As a result of the economic disruption related to the ongoing spread of the Start Printed Page 62360COVID-19 virus, certain listed companies may experience urgent liquidity needs that they are unable to meet by raising funds in the public equity or credit markets. The proposed rule change is designed to provide temporary relief from certain of the NYSE's shareholder approval requirements in relation to stock issuances to provide companies with additional flexibility to raise funds by selling equity in private placement transactions during the current unusual economic conditions provided such transactions meet certain conditions, such as the Minimum Price as defined in Section 312.04(i). The proposed waivers are consistent with the protection of investors because any transaction benefiting from the waivers will not, in the Exchange's view, be dilutive to the company's existing shareholders as it will be subject to a minimum market price requirement and because the audit committee or a comparable committee comprised solely of independent directors will review and approve any transaction benefitting from a waiver that involves a Related Party or affiliates of a Related Party. In addition, as provided by Section 312.03(a), any transaction benefitting from the proposed waiver will still be subject to shareholder approval if required under any other applicable rule, including the equity compensation requirements of Section 303A.08 and the change of control requirements of Section 312.03(d). All companies listed on the Exchange would be eligible to take advantage of the proposed temporary waivers.

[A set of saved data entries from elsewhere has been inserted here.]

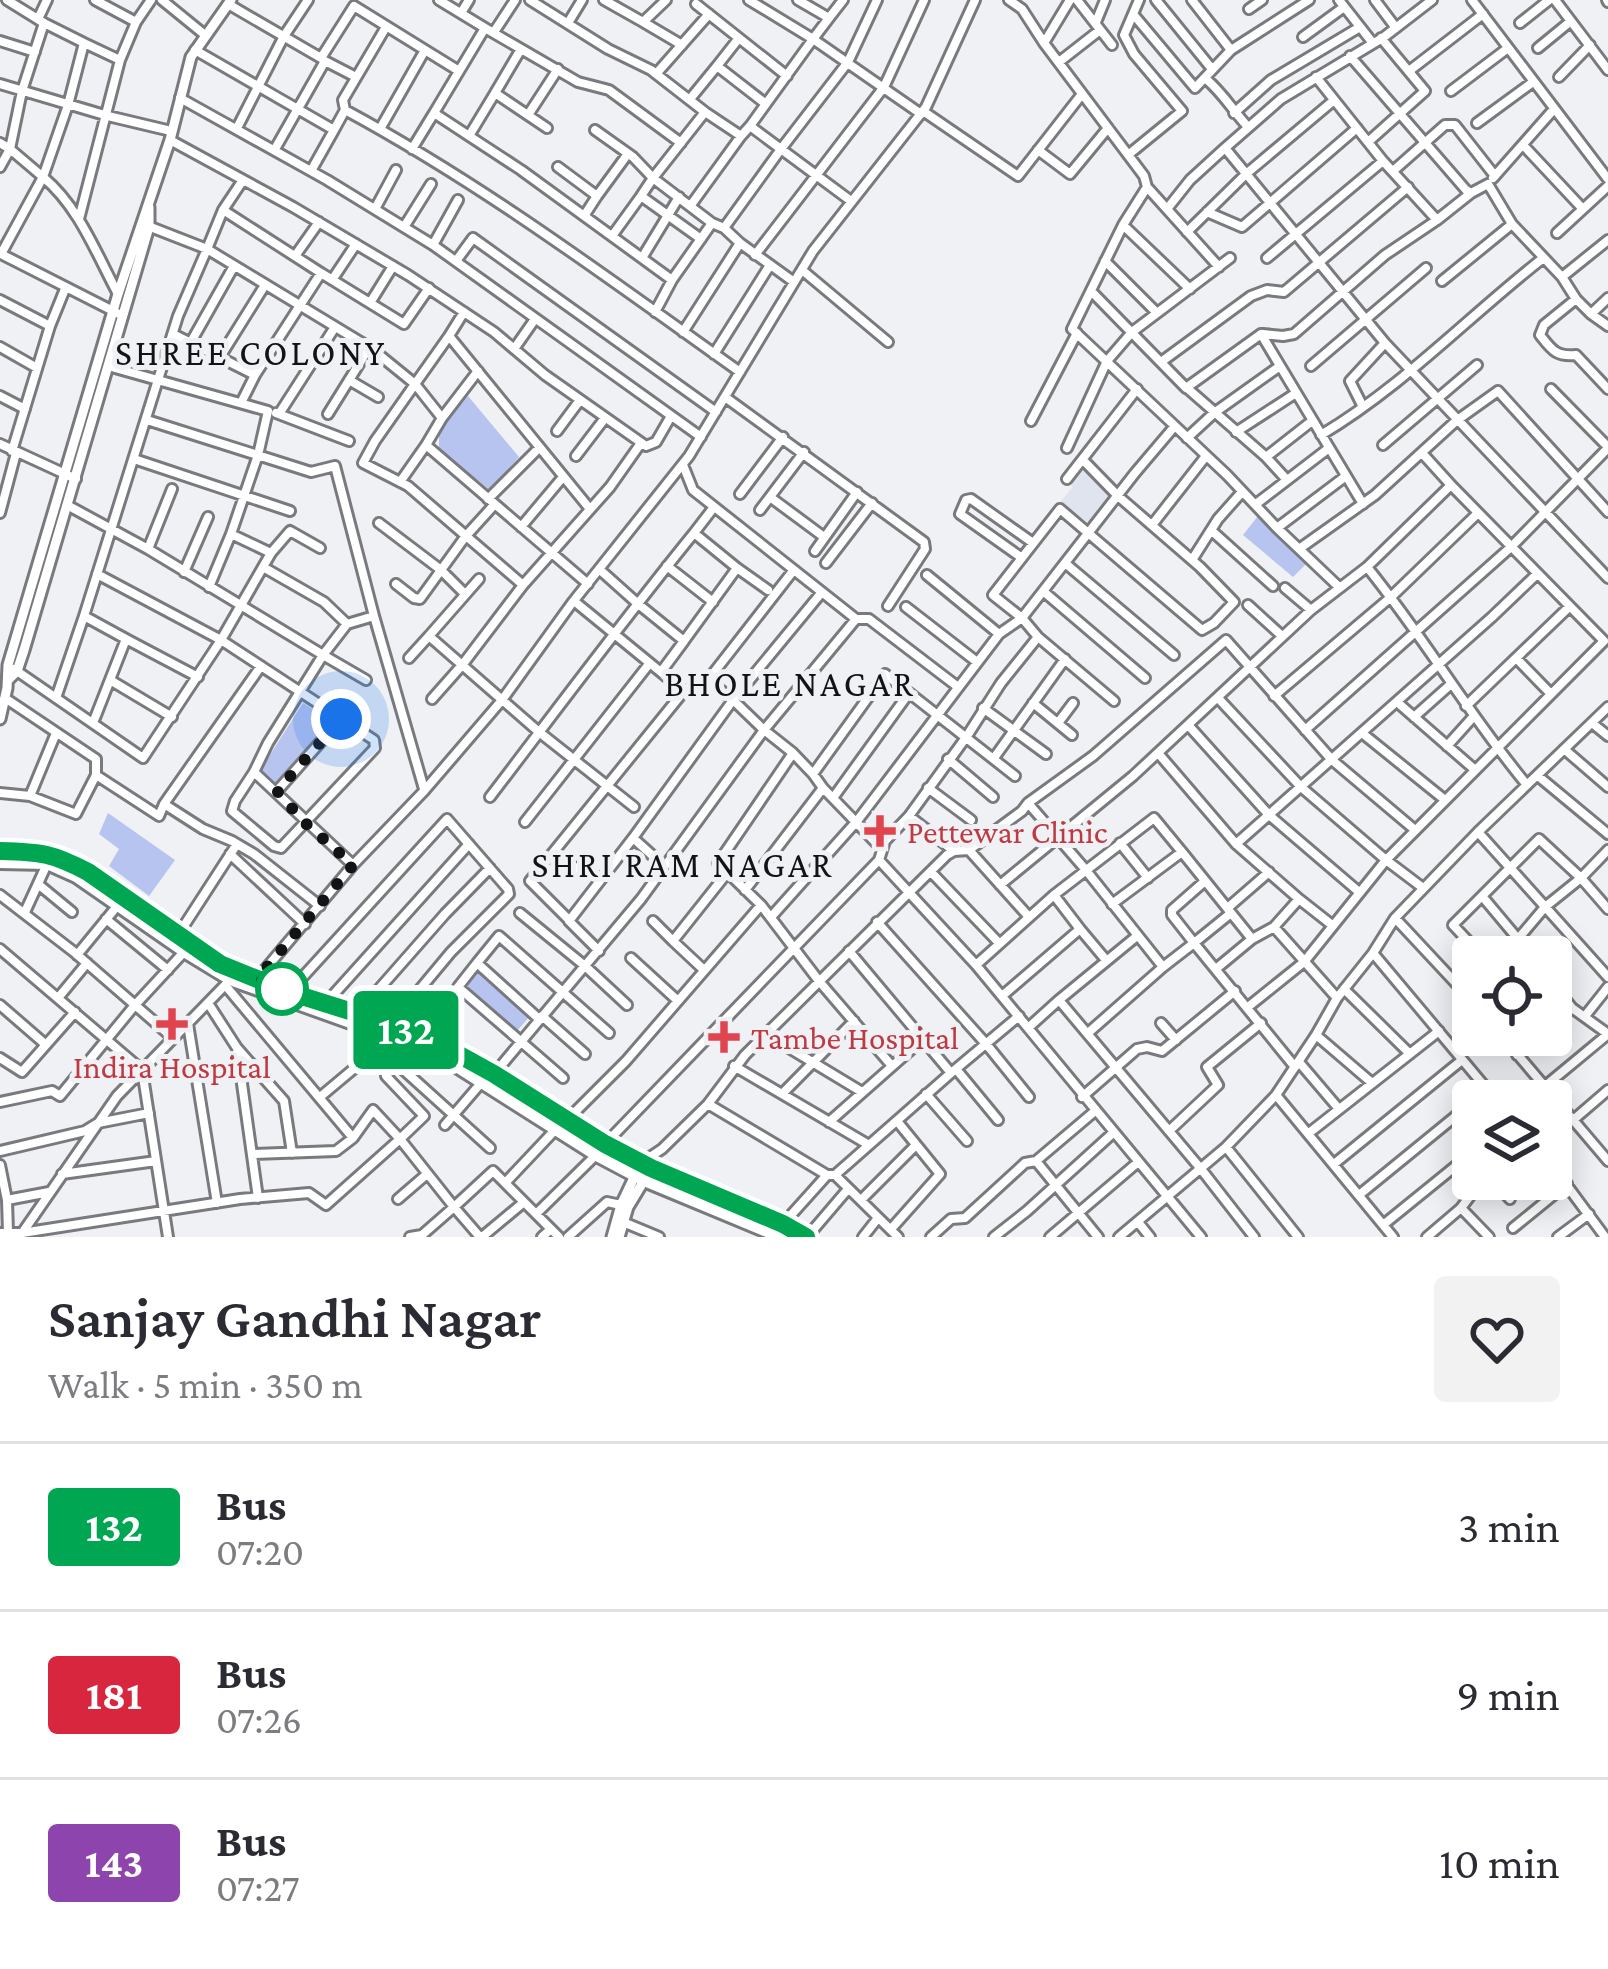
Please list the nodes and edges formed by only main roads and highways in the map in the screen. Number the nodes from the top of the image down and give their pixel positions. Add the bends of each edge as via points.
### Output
1 (229, 2) edge
2 (145, 225) junction
3 (118, 314) junction
4 (71, 477) junction
5 (8, 681) edge
6 (0, 719) edge
7 (1, 862) edge
8 (239, 980) junction
9 (387, 1029) junction
10 (645, 1169) junction
11 (781, 1230) edge
12 (759, 1233) edge
13 (615, 1237) edge
14 (806, 1237) edge

1 - 2 main road via 191,57
2 - 3 main road
2 - 3 main road
3 - 4 main road
3 - 4 main road
4 - 5 main road
5 - 6 main road
7 - 8 highway via 47,864 76,877
7 - 8 highway via 43,852 68,862
8 - 9 highway
8 - 9 highway
9 - 10 highway via 438,1043
9 - 10 highway via 596,1155
10 - 11 highway
10 - 12 highway
10 - 13 main road
10 - 13 main road via 621,1205
11 - 12 highway
11 - 14 highway

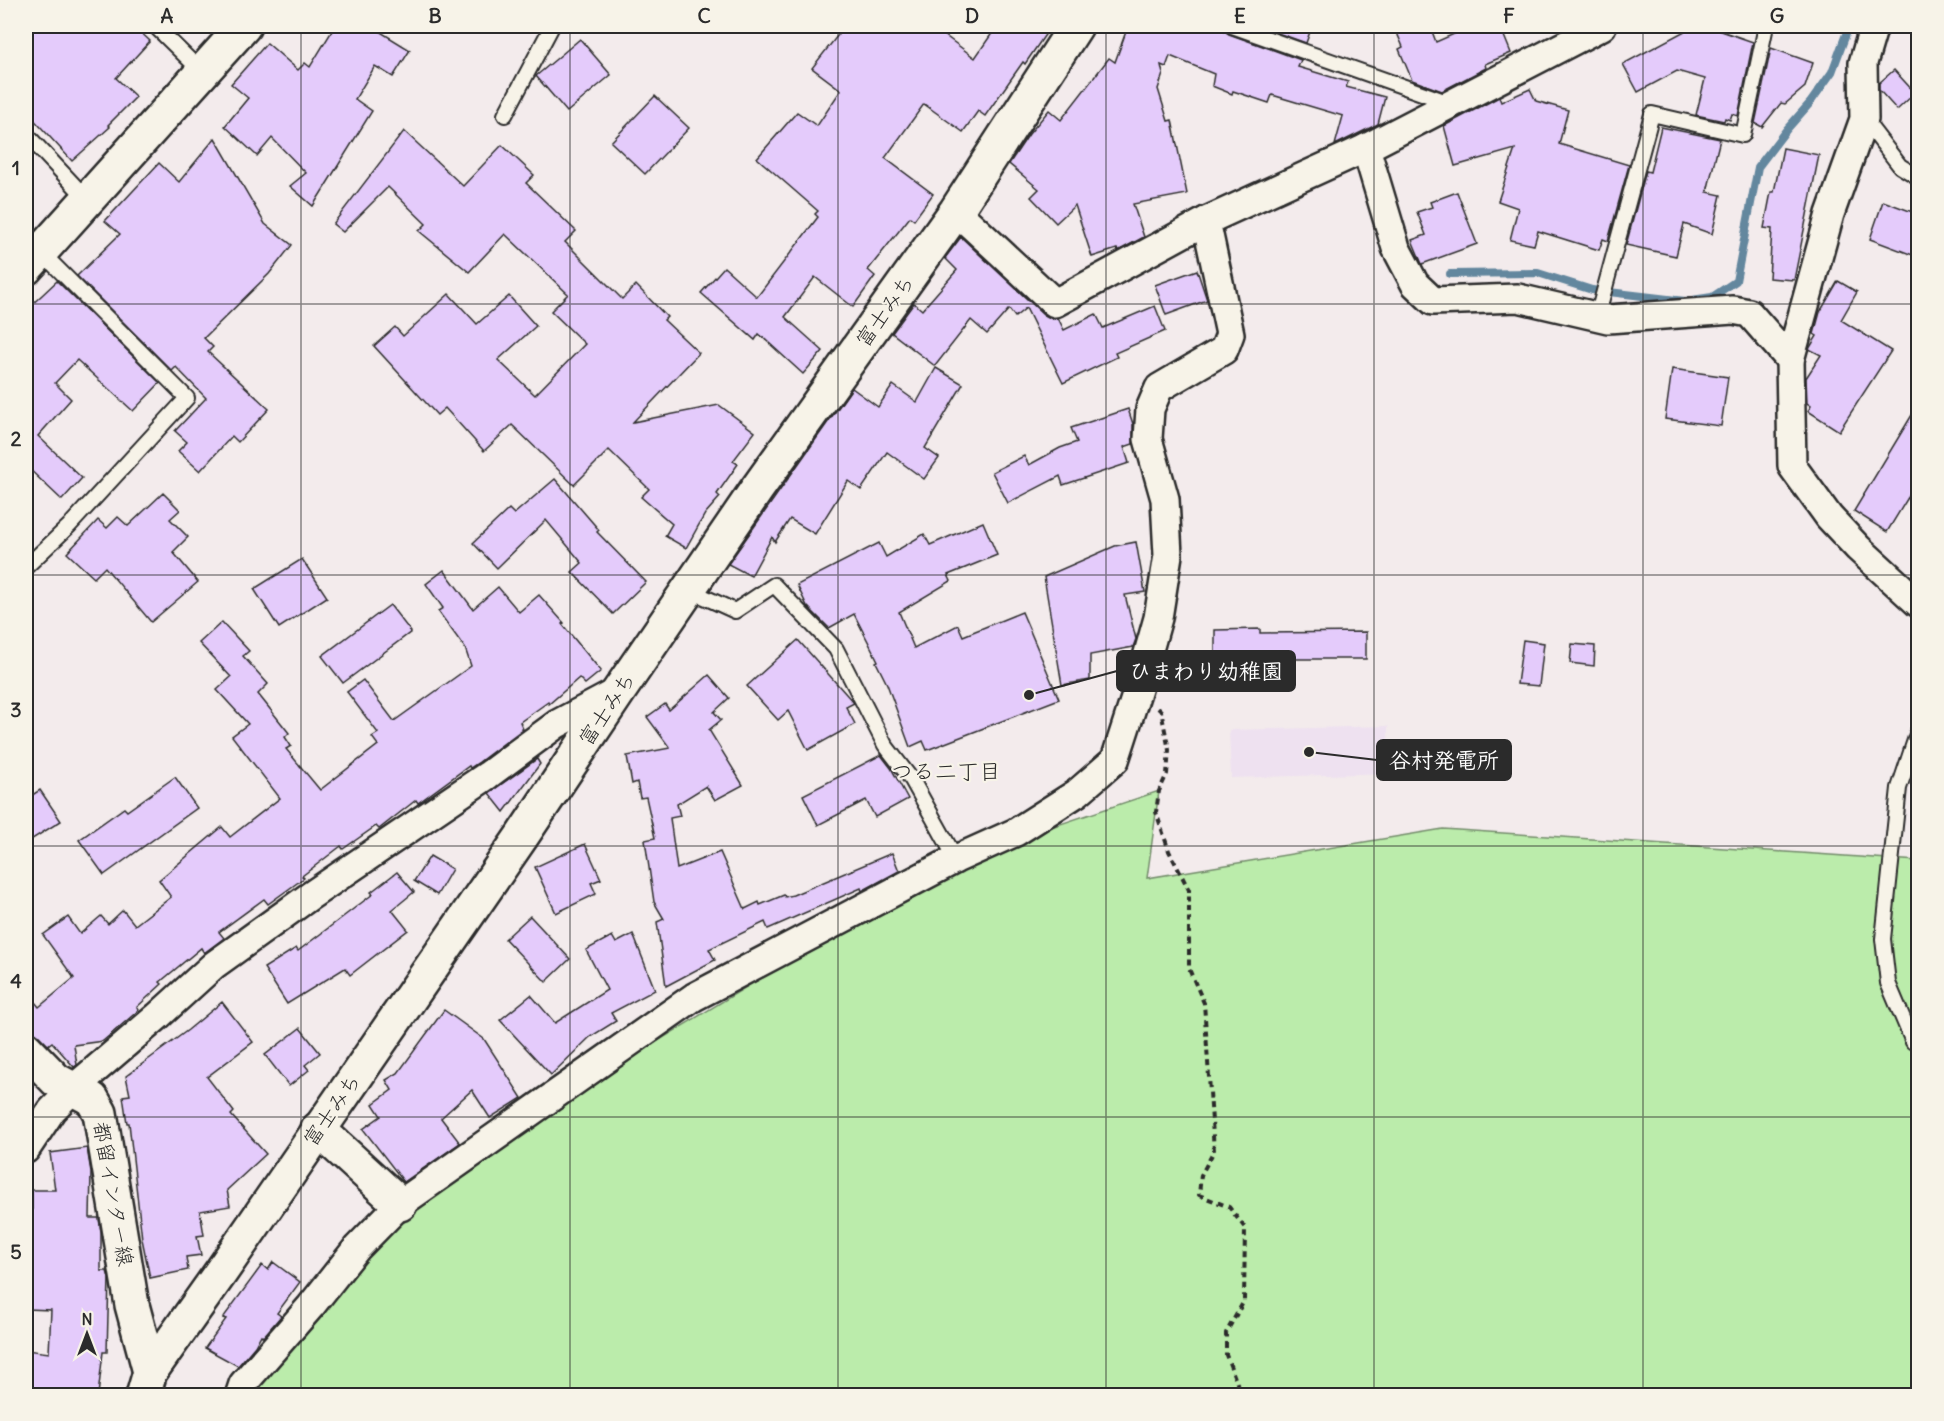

B. Self-Regulatory Organization's Statement on Burden on Competition
The Exchange does not believe that the proposed rule change would impose any burden on competition that is not necessary or appropriate in furtherance of the purposes of the Act. The proposed rule change is not designed to address any competitive issues but rather is designed to provide temporary relief from certain of the NYSE's shareholder approval requirements in relation to stock issuances to provide companies with additional flexibility to raise funds by selling equity in private placement transactions during the current unusual economic conditions. In addition, the proposed waivers will simply temporarily conform the treatment of transactions benefitting from the waivers to their treatment under the comparable NASDAQ rules.
C. Self-Regulatory Organization's Statement on Comments on the Proposed Rule Change Received From Members, Participants, or Others
No written comments were solicited or received with respect to the proposed rule change.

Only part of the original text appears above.